Rebel leader says Nuba have the will to fight Khartoum

Julie Flint in the Nuba mountains, Sudan
Guardian

Tuesday April 17, 2001

Representatives of the Nuba people of central Sudan have vowed to continue fighting the Islamist government in Khartoum despite the death of Yousif Kuwa, who led the resistance in the Nuba mountains for 16 years, and the UN's failure to deliver on a promise of desperately needed food and relief.

In his first act as military governor of rebel territory in the Nuba mountains since Kuwa's death on March 31, Abdel Aziz Adam el-Helo last week convened the Nuba's advisory council, or parliament.

More than 200 delegates who had walked for up to three days to attend the meeting voted unanimously against surrender, according to Commander Helo, who leads the Sudan People's Liberation Army (SPLA) in the region.

"They said: 'Yousif brought us out of the caves and opened the door for us to express ourselves as Nuba'," Commander Helo said in an interview in the secret mountain location where Kuwa was buried with full military honours on April 10.

"Yousif's death has depressed people because he was a teacher and a father, but they are still committed. People are determined - they want a way out," he said.

In the year before his death, illness kept Kuwa away from the mountains. Government troops, militias and "holy warriors" captured much of the Nuba's best agricultural land, forcing starving civilians to flee to government garrisons where the only possible identity is an Arab-Islamic one.

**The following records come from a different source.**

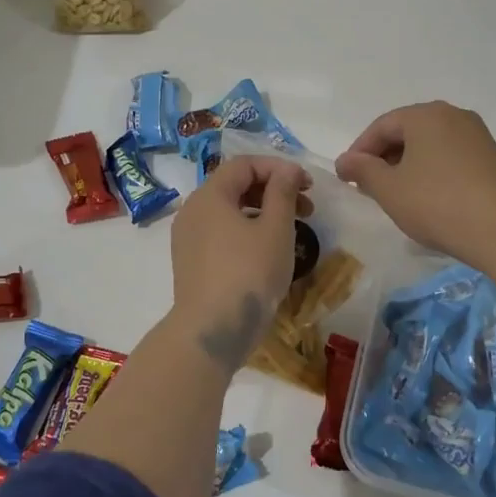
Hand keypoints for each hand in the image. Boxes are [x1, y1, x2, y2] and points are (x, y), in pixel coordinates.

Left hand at [168, 154, 310, 370]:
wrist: (212, 331)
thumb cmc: (248, 274)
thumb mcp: (275, 229)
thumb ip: (282, 193)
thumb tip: (287, 170)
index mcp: (209, 196)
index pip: (244, 165)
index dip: (278, 168)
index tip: (307, 185)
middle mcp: (193, 211)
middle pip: (235, 186)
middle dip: (273, 190)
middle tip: (306, 207)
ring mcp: (188, 239)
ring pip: (229, 211)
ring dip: (262, 212)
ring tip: (292, 230)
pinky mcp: (192, 263)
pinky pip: (221, 234)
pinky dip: (247, 231)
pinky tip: (268, 251)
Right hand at [335, 101, 495, 265]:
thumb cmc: (437, 203)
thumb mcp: (389, 189)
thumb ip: (363, 170)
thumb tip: (345, 160)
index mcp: (425, 114)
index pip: (382, 126)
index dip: (360, 151)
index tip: (348, 177)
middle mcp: (453, 115)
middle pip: (407, 131)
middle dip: (384, 157)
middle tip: (369, 186)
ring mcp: (476, 135)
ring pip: (429, 144)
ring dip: (407, 164)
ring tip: (395, 193)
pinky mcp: (491, 157)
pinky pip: (450, 155)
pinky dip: (431, 169)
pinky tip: (426, 196)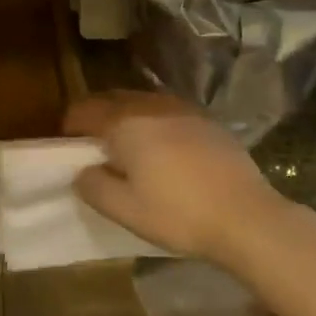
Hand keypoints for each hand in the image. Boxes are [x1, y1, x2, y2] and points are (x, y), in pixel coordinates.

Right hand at [65, 91, 292, 263]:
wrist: (247, 217)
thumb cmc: (178, 213)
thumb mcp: (125, 210)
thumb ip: (94, 186)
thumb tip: (82, 172)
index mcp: (125, 122)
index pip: (85, 109)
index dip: (70, 125)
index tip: (67, 145)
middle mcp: (151, 105)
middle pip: (113, 99)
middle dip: (97, 117)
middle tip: (93, 146)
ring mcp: (183, 109)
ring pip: (142, 103)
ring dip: (127, 118)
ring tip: (128, 148)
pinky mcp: (207, 121)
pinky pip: (168, 112)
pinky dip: (155, 123)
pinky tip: (164, 151)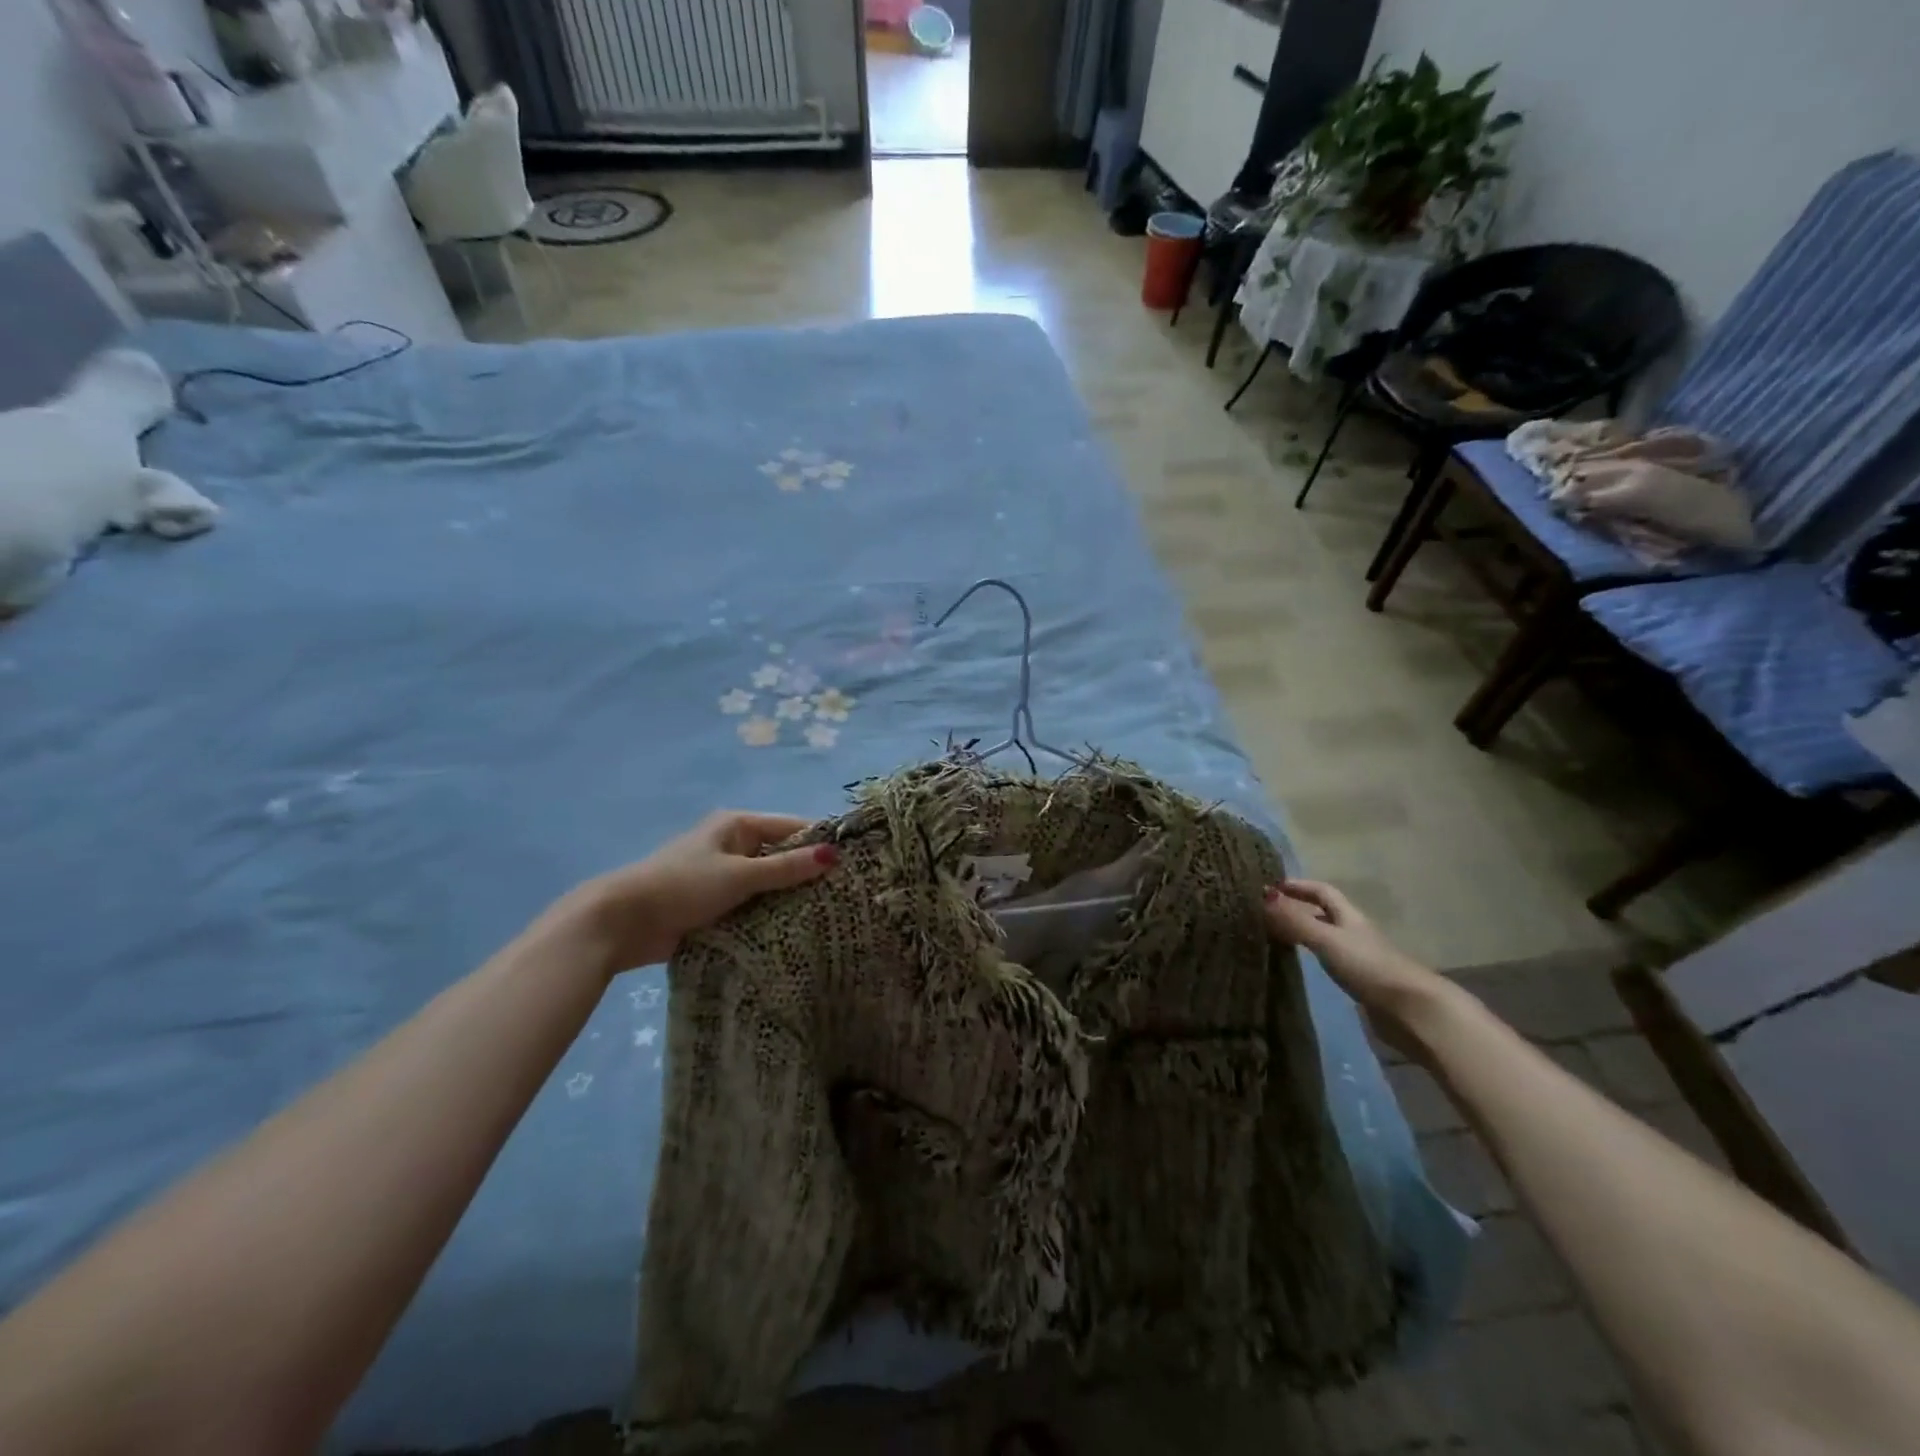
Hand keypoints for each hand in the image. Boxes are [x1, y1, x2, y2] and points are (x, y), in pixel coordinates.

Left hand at [569, 811, 838, 975]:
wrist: (621, 922)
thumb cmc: (683, 886)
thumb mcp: (739, 876)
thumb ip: (786, 868)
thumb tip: (834, 854)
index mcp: (737, 825)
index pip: (792, 827)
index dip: (821, 841)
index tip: (854, 862)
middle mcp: (732, 845)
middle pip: (781, 855)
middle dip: (808, 873)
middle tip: (847, 895)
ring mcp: (722, 876)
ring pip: (768, 884)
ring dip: (789, 898)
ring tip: (830, 915)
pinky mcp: (714, 905)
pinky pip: (752, 905)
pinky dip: (769, 915)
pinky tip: (796, 931)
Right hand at [1262, 879, 1459, 1058]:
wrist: (1411, 1010)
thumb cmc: (1368, 966)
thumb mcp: (1327, 939)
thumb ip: (1295, 920)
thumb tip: (1263, 895)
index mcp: (1349, 917)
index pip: (1323, 891)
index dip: (1300, 885)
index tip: (1273, 886)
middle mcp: (1354, 932)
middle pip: (1325, 913)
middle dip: (1299, 908)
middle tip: (1268, 911)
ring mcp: (1359, 957)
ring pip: (1326, 937)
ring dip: (1304, 932)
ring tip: (1275, 935)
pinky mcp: (1360, 981)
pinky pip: (1329, 959)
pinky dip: (1312, 955)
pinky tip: (1300, 964)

Ambushes and rape increased significantly in the plains between the mountains, cut off from the world since the National Islamic Front seized power in 1989.

Since arriving among the African Nuba two months ago, Commander Helo - a friend of Kuwa and reputed to be one of the SPLA's most effective leaders - has been reorganising to try to seize the initiative for the first time in a decade.

He has two priorities: "To recapture productive land and to ensure that the democratic process instituted by Yousif continues and flourishes."

Morale was high at Kuwa's funeral as 120 soldiers escorted the coffin to the foothills from the rough airstrip that is the Nubas' only gateway to the world. "Yousif had the vision. Abdel Aziz is the man to implement that vision," a mourner said.